EXERCISE >>
What is needed here is every entry, retyped exactly.

Data records >>
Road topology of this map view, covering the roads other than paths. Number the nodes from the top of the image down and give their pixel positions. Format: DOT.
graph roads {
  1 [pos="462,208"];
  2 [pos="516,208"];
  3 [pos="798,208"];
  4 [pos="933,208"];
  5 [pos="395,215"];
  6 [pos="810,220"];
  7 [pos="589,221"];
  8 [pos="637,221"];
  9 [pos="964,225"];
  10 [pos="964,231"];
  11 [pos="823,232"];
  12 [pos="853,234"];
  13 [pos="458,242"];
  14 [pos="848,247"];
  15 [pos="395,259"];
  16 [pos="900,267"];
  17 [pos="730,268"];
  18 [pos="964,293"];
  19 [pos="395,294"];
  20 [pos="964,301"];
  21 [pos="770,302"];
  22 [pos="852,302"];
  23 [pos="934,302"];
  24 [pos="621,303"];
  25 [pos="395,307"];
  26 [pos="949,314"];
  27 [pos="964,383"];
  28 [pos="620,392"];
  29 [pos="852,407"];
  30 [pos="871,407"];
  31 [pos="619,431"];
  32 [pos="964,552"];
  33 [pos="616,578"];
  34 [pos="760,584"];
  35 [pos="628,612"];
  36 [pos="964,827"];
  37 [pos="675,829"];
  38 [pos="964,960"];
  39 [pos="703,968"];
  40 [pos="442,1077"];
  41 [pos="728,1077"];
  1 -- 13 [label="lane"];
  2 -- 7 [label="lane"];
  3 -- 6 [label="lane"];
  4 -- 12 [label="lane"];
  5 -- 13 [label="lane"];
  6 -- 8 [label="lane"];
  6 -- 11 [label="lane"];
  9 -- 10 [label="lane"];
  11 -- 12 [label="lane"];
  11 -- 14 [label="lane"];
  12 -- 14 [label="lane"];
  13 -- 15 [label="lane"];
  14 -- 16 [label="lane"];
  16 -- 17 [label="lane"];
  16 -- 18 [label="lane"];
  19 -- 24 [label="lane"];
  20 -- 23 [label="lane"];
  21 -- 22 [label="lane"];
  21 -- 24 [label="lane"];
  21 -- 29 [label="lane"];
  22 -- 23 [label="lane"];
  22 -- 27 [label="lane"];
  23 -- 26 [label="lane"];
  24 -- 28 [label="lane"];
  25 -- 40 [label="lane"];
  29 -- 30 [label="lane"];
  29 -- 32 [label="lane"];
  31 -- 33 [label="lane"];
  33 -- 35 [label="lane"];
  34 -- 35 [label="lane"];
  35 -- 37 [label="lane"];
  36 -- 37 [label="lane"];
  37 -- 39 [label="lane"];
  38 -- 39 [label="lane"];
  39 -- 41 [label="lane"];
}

PROBLEM SOLUTION >>
Road topology of this map view, covering the roads other than paths. Number the nodes from the top of the image down and give their pixel positions. Format: DOT.
graph roads {
  1 [pos="462,208"];
  2 [pos="516,208"];
  3 [pos="798,208"];
  4 [pos="933,208"];
  5 [pos="395,215"];
  6 [pos="810,220"];
  7 [pos="589,221"];
  8 [pos="637,221"];
  9 [pos="964,225"];
  10 [pos="964,231"];
  11 [pos="823,232"];
  12 [pos="853,234"];
  13 [pos="458,242"];
  14 [pos="848,247"];
  15 [pos="395,259"];
  16 [pos="900,267"];
  17 [pos="730,268"];
  18 [pos="964,293"];
  19 [pos="395,294"];
  20 [pos="964,301"];
  21 [pos="770,302"];
  22 [pos="852,302"];
  23 [pos="934,302"];
  24 [pos="621,303"];
  25 [pos="395,307"];
  26 [pos="949,314"];
  27 [pos="964,383"];
  28 [pos="620,392"];
  29 [pos="852,407"];
  30 [pos="871,407"];
  31 [pos="619,431"];
  32 [pos="964,552"];
  33 [pos="616,578"];
  34 [pos="760,584"];
  35 [pos="628,612"];
  36 [pos="964,827"];
  37 [pos="675,829"];
  38 [pos="964,960"];
  39 [pos="703,968"];
  40 [pos="442,1077"];
  41 [pos="728,1077"];
  1 -- 13 [label="lane"];
  2 -- 7 [label="lane"];
  3 -- 6 [label="lane"];
  4 -- 12 [label="lane"];
  5 -- 13 [label="lane"];
  6 -- 8 [label="lane"];
  6 -- 11 [label="lane"];
  9 -- 10 [label="lane"];
  11 -- 12 [label="lane"];
  11 -- 14 [label="lane"];
  12 -- 14 [label="lane"];
  13 -- 15 [label="lane"];
  14 -- 16 [label="lane"];
  16 -- 17 [label="lane"];
  16 -- 18 [label="lane"];
  19 -- 24 [label="lane"];
  20 -- 23 [label="lane"];
  21 -- 22 [label="lane"];
  21 -- 24 [label="lane"];
  21 -- 29 [label="lane"];
  22 -- 23 [label="lane"];
  22 -- 27 [label="lane"];
  23 -- 26 [label="lane"];
  24 -- 28 [label="lane"];
  25 -- 40 [label="lane"];
  29 -- 30 [label="lane"];
  29 -- 32 [label="lane"];
  31 -- 33 [label="lane"];
  33 -- 35 [label="lane"];
  34 -- 35 [label="lane"];
  35 -- 37 [label="lane"];
  36 -- 37 [label="lane"];
  37 -- 39 [label="lane"];
  38 -- 39 [label="lane"];
  39 -- 41 [label="lane"];
}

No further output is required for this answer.